## About this exercise
Go through the material that comes after this and count the lines containing "Clark"; report only the count.
┏━━
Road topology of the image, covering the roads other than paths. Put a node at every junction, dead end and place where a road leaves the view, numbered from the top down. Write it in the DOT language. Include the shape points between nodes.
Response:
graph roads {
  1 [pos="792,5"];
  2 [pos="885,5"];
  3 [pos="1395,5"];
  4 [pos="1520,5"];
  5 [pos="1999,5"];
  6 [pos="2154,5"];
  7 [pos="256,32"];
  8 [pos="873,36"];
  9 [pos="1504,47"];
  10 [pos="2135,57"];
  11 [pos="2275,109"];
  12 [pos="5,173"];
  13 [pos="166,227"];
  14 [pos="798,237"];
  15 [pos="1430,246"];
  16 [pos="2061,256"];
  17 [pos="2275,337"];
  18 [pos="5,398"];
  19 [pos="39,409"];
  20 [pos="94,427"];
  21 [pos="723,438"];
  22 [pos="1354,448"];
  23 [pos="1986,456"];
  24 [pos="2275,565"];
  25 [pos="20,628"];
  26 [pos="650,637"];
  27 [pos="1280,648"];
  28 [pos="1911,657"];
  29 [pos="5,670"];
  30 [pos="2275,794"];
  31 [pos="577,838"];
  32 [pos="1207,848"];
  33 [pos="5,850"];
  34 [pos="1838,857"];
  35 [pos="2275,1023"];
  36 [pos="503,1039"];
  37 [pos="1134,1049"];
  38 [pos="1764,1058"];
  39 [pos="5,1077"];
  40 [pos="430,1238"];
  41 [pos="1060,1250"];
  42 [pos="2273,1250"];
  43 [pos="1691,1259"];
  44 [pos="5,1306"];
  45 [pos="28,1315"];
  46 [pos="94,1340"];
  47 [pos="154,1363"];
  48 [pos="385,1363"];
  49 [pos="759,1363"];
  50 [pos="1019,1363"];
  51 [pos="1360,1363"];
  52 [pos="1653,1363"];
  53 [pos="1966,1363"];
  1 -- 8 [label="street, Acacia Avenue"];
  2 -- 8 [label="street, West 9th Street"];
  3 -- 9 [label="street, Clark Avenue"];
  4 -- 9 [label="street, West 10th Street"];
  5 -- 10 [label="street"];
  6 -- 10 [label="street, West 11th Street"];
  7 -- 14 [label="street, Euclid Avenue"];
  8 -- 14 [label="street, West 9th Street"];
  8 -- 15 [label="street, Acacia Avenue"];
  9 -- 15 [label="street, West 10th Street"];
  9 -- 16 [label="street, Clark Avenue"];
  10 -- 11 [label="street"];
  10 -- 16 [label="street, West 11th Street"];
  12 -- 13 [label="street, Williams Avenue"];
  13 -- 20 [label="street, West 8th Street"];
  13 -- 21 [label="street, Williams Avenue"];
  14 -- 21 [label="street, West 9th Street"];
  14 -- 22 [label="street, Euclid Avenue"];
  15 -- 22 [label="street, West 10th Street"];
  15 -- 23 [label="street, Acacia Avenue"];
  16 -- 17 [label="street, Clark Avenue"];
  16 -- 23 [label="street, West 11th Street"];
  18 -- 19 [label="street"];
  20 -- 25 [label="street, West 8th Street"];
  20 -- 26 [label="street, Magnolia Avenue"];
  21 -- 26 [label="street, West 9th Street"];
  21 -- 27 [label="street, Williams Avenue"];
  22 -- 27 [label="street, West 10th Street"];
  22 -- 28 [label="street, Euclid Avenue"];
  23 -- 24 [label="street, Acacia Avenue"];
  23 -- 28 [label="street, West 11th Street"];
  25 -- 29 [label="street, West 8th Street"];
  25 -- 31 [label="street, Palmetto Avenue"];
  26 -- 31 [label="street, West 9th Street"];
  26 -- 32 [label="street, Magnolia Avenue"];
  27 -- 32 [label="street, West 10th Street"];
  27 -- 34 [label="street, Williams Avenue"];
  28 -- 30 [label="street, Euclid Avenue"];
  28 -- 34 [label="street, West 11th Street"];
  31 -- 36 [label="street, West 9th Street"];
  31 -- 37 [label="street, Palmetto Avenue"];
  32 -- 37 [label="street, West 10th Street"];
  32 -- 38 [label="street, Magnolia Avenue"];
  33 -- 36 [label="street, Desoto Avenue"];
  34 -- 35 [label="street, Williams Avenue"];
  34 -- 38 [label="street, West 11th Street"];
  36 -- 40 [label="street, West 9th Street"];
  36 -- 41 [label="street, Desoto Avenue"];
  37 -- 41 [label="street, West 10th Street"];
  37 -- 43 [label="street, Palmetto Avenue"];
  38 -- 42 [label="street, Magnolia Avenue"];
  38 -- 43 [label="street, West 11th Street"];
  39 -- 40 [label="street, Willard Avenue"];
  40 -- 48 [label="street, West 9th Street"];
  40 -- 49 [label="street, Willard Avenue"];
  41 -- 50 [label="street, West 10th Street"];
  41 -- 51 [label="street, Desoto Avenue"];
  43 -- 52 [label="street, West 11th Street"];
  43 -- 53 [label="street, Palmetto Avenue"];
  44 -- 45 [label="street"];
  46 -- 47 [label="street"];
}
┗━━
## Response area
3